With iOS 11, Apple has unleashed the power of ARKit onto the iOS development community. We’re still several weeks out of iOS 11 going live, but what we’re already seeing looks likely to redefine what is possible for the mobile user experience.
First, Some Fundamentals
So, it’s magic right? I hate to be the one to say this but no, it’s just math. So if it isn’t magic how do they pull it off? Visual Inertial Odometry! (Say it ten times fast.)
Visual Inertial Odometry (VIO): ARKit analyzes the phone camera and motion data in order to keep track of the world around it. The computer vision logs noticeable features in the environment and is able to maintain awareness of their location in the real world regardless of the iPhone’s movement.

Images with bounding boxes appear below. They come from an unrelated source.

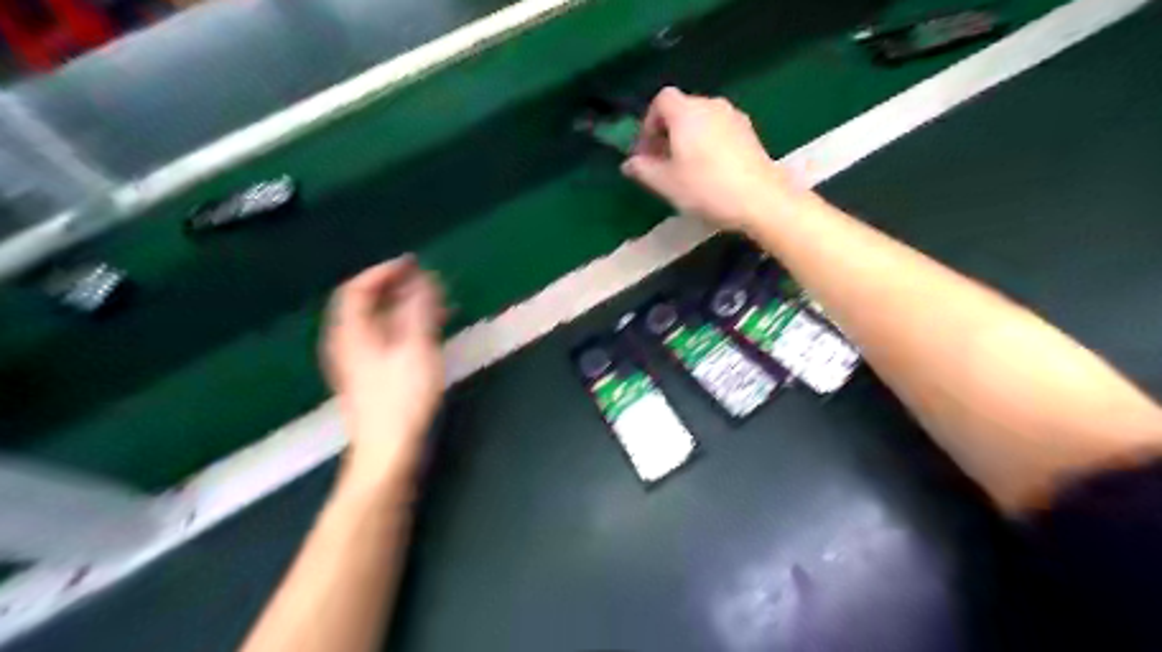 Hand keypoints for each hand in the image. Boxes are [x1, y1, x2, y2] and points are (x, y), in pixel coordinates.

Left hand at [324, 254, 446, 483]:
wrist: (387, 450)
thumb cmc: (402, 399)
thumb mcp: (416, 348)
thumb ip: (419, 310)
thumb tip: (422, 279)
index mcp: (352, 332)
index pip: (358, 288)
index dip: (384, 271)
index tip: (414, 264)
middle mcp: (348, 343)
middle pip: (365, 303)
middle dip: (397, 288)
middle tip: (427, 283)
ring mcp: (356, 362)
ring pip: (377, 322)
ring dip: (404, 307)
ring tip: (435, 305)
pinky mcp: (369, 377)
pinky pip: (384, 338)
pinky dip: (404, 327)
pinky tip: (427, 334)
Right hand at [622, 85, 805, 231]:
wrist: (760, 199)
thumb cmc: (706, 188)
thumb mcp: (666, 183)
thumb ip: (643, 169)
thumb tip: (629, 163)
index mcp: (687, 112)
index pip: (661, 100)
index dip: (648, 123)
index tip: (646, 151)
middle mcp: (711, 105)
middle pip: (681, 109)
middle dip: (666, 132)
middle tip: (661, 163)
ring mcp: (734, 117)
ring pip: (701, 120)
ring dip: (687, 139)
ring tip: (684, 169)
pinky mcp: (749, 132)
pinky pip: (719, 130)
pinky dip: (707, 143)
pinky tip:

Apple is a huge fan of organizing code around sessions. Sessions are a way of encapsulating the logic and data contained within a defined period of the applications activity. With URLSession this is the logic and data when your application sends network requests and receives data in back in return.

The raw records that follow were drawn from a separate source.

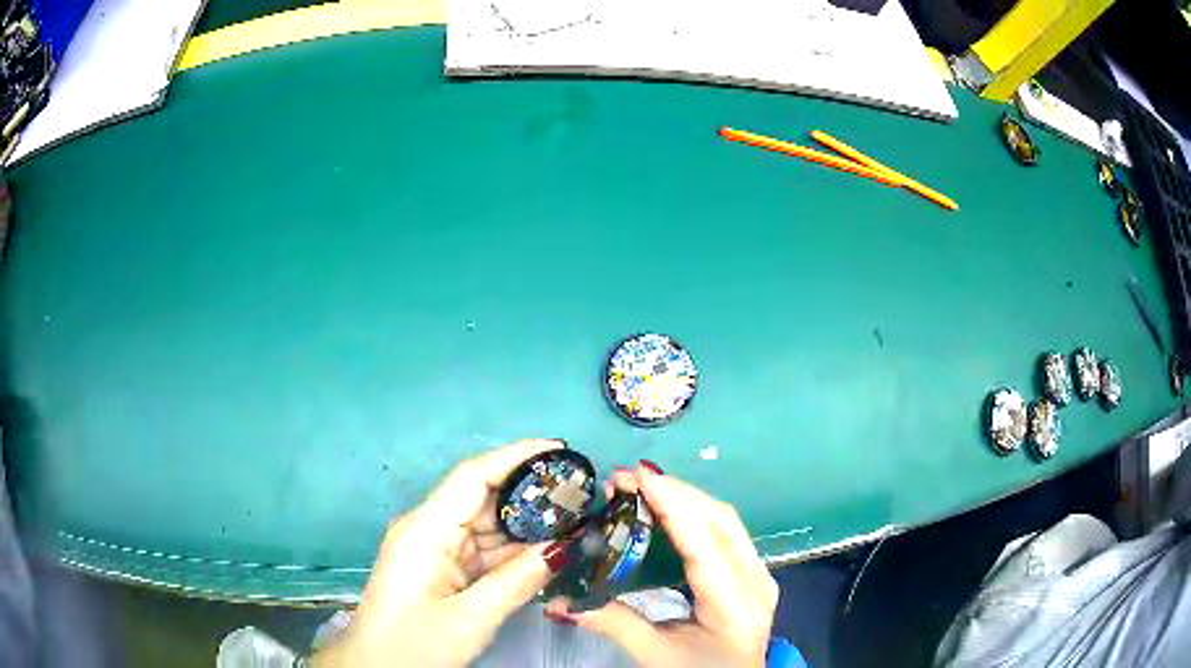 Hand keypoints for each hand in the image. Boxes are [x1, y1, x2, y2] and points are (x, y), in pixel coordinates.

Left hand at [311, 439, 571, 666]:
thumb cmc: (413, 646)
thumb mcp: (470, 619)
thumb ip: (517, 581)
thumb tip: (564, 547)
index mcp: (425, 531)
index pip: (473, 477)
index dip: (516, 457)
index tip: (561, 449)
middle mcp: (429, 530)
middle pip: (483, 499)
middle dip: (531, 494)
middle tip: (582, 493)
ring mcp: (435, 550)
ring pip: (487, 527)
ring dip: (528, 526)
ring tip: (576, 520)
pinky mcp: (442, 568)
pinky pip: (483, 552)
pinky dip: (514, 552)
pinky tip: (547, 553)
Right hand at [547, 463, 777, 667]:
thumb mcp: (656, 655)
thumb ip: (613, 623)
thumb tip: (558, 603)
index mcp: (735, 605)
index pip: (705, 545)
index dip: (673, 506)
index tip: (638, 476)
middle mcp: (757, 581)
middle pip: (721, 521)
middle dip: (676, 492)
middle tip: (628, 478)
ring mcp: (760, 574)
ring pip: (725, 521)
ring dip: (685, 498)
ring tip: (642, 486)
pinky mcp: (754, 572)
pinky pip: (726, 531)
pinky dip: (695, 513)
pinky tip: (668, 508) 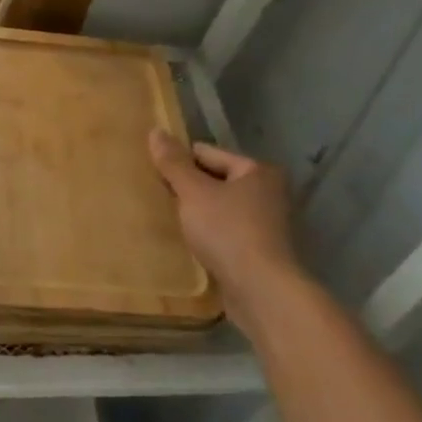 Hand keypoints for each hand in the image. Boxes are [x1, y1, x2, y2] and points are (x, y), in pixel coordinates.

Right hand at [148, 131, 298, 300]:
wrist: (261, 291)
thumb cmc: (228, 231)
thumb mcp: (193, 192)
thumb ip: (173, 163)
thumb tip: (156, 130)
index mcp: (257, 170)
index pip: (207, 153)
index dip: (179, 162)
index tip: (154, 174)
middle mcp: (267, 192)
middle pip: (215, 180)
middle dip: (188, 188)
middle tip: (158, 196)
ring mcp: (266, 224)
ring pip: (219, 208)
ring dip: (197, 213)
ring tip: (168, 218)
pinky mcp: (259, 252)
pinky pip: (224, 232)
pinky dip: (208, 234)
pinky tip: (188, 241)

ARSession: In ARKit the ARSession coordinates the logic and data necessary to create the augmented reality experience. This includes camera and motion data and calculations required to keep track of the world as it moves around.
ARFrame: An ARFrame contains a video frame data and position tracking data which gets passed along to the ARSession in the currentFrame property. ARKit marries that image data with the motion tracking data to calculate the iPhone’s position.
ARAnchor: An ARAnchor is a position in the real world that maintained regardless of motion or position of the camera (theoretically). It’s anchored to a specific position, and for the most part will remain there.
ARWorldTrackingConfiguration: is a configuration for tracking the devices orientation, position and for detecting feature points like surfaces that are recorded by the camera. ARConfigurations connect the physical world which you and the phone exist in with the virtual coordinate space generated by your phone based on the camera and motion data.
worldAlignment: The worldAlignment property on ARSession defines how the ARSession interprets the ARFrame’s motion data on a 3D coordinate mapping system that is uses to keep track of the world and build the Augmented Reality experience.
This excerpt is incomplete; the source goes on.